The World Tree

The World Tree is a conceptual tool used to teach aspirant magicians and precocious civilians how to think of the many worlds that surround our own, home dimension.   Taking cues from, but not to be confused with, the Yggdrasil from Viking myth (also currently sprouting at the North and South Pole the world tree presents the universe as a massive tree. The thick trunk provides the spine, from which many branches sprout in every direction. On each of these branches resides a world like ours. They can vary in form, though their position on the tree does not affect them. Ours is lush and full of life, as is the world of the fairies, Elfaime, and the world of the Olympians.    Others are wildly different. Some of them are simply barren rock, while others are deep oceans or worlds of fire and magma. More wild worlds exist as well. One world I came upon a few decades ago was covered in a shin-deep ink-like fluid that stuck me in place as soon as I stepped out of the portal. Nothing rose above the surface of the fluid, nor disturbed its surface from where I and my expedition stood to the horizon. That is until that six-legged thing stood up.

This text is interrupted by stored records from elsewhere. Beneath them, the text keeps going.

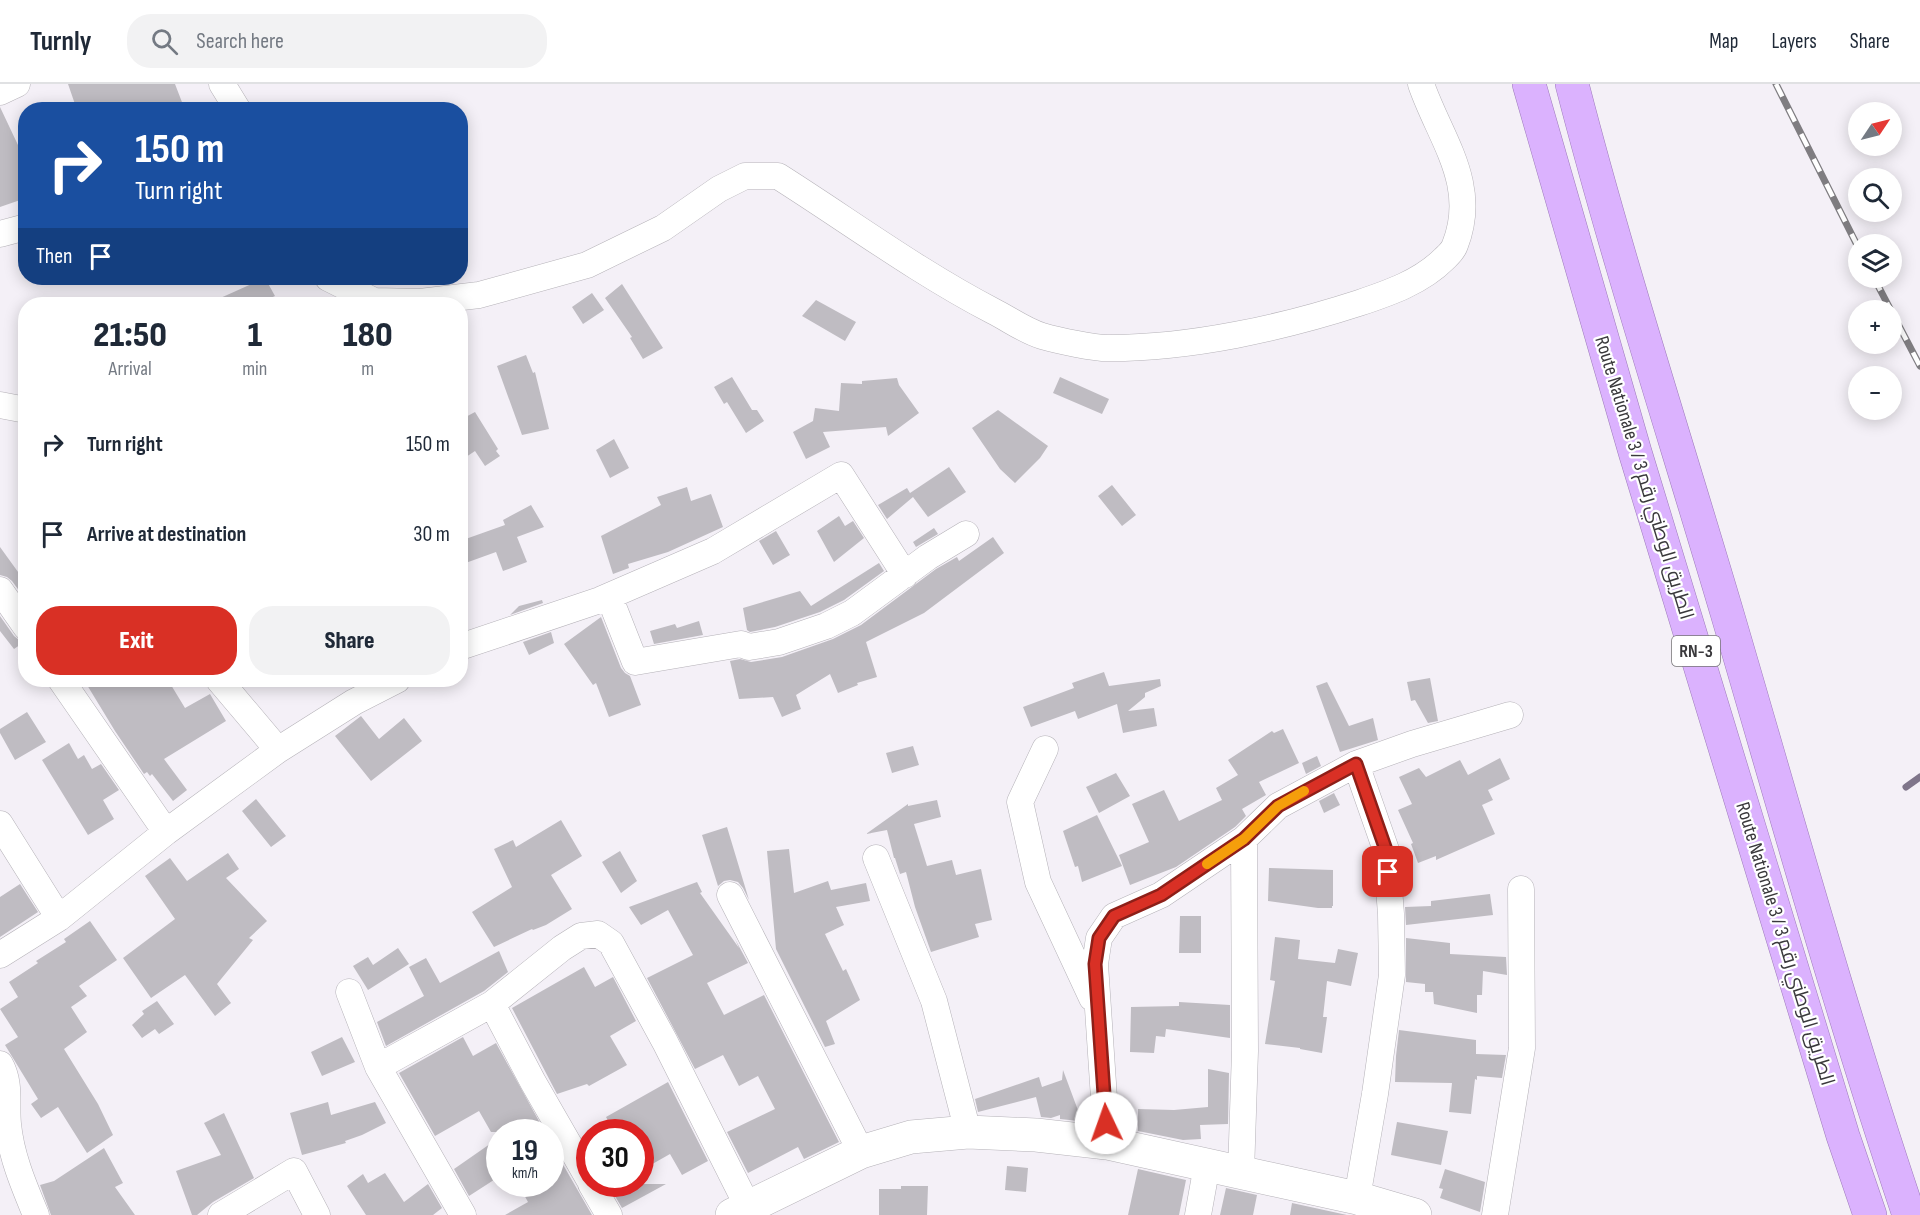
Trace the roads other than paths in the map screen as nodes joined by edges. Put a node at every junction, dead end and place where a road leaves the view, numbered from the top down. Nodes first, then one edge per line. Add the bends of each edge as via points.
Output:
1 (17, 84) edge
2 (222, 84) edge
3 (1421, 84) edge
4 (1529, 84) edge
5 (1572, 84) edge
6 (0, 92) edge
7 (233, 102) edge
8 (18, 229) edge
9 (0, 234) edge
10 (349, 292) edge
11 (384, 297) edge
12 (462, 297) edge
13 (1674, 443) junction
14 (1635, 452) junction
15 (966, 534) dead end
16 (905, 574) junction
17 (0, 590) edge
18 (609, 596) junction
19 (18, 616) edge
20 (468, 644) edge
21 (67, 687) edge
22 (225, 687) edge
23 (383, 687) edge
24 (1510, 715) dead end
25 (1045, 749) dead end
26 (278, 750) junction
27 (1356, 764) junction
28 (0, 824) edge
29 (166, 832) junction
30 (1244, 839) junction
31 (876, 858) dead end
32 (1521, 889) dead end
33 (730, 895) dead end
34 (59, 918) junction
35 (0, 955) edge
36 (349, 992) dead end
37 (492, 1004) junction
38 (1097, 1009) junction
39 (0, 1064) edge
40 (378, 1067) junction
41 (968, 1132) junction
42 (1107, 1143) junction
43 (861, 1152) junction
44 (576, 1157) edge
45 (1207, 1165) junction
46 (1241, 1173) junction
47 (599, 1197) edge
48 (1357, 1198) junction
49 (740, 1211) edge
50 (36, 1215) edge
51 (221, 1215) edge
52 (317, 1215) edge
53 (463, 1215) edge
54 (609, 1215) edge
55 (1198, 1215) edge
56 (1415, 1215) edge
57 (1495, 1215) edge
58 (1870, 1215) edge
59 (1909, 1215) edge

1 - 6 street
2 - 7 street
3 - 12 street via 1458,171 1464,199 1462,224 1454,248 1418,279 1320,316 1162,346 1107,349 1041,336 962,294 778,176 744,176 663,228 587,265
4 - 14 highway, Route Nationale 3 / الطريق الوطني رقم 3 / RN-3
5 - 13 highway, Route Nationale 3 / الطريق الوطني رقم 3 / RN-3
8 - 9 street
10 - 11 street
13 - 14 highway
13 - 59 highway, Route Nationale 3 / الطريق الوطني رقم 3 / RN-3 via 1872,1106
14 - 58 highway, Route Nationale 3 / الطريق الوطني رقم 3 / RN-3
15 - 16 street
16 - 18 street via 852,613 788,639 635,662
16 - 18 street via 841,475 713,550
17 - 19 street
18 - 20 street
21 - 29 street
22 - 26 street
23 - 26 street
24 - 27 street
25 - 38 street via 1020,802 1038,882
26 - 29 street
27 - 30 street via 1278,806
27 - 48 street via 1386,850 1392,965
28 - 34 street
29 - 34 street
30 - 38 street via 1161,895 1114,916 1099,938 1095,964
30 - 46 street
31 - 41 street via 934,1001
32 - 57 street via 1522,1048
33 - 43 street
34 - 35 street
36 - 40 street
37 - 40 street
37 - 44 street
37 - 49 street via 581,936 598,934 611,943 665,1042
38 - 42 street
39 - 50 street via 5,1073 14,1156
40 - 53 street
41 - 42 street
41 - 43 street via 911,1137
42 - 45 street
43 - 49 street
45 - 46 street
45 - 55 street
46 - 48 street
47 - 54 street
48 - 56 street
51 - 52 street via 294,1171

Had to have been as tall as three houses stacked on top of each other, and it was hurrying towards us. Got the portal open just in time, though we had to leave behind most of the equipment.    Don't know what the thing wanted, but I got the sense that its motives weren't so simple as to eat us. I prefer not to think about what it really wanted...   In any case, those branches that bear our worlds are not sedentary. Astral winds blow and cause them to shift and move, carrying them close to some, and farther from others. The cosmic movements of the branches also serve to explain our loss of contact with our neighbor worlds, as well as the disappearance of magic and species like the elves, vampires, gnomes, etc. Our world simply drifted too far from the others soon after our bronze age ended, and this separation caused the few elements that remained to slowly fade as they died off.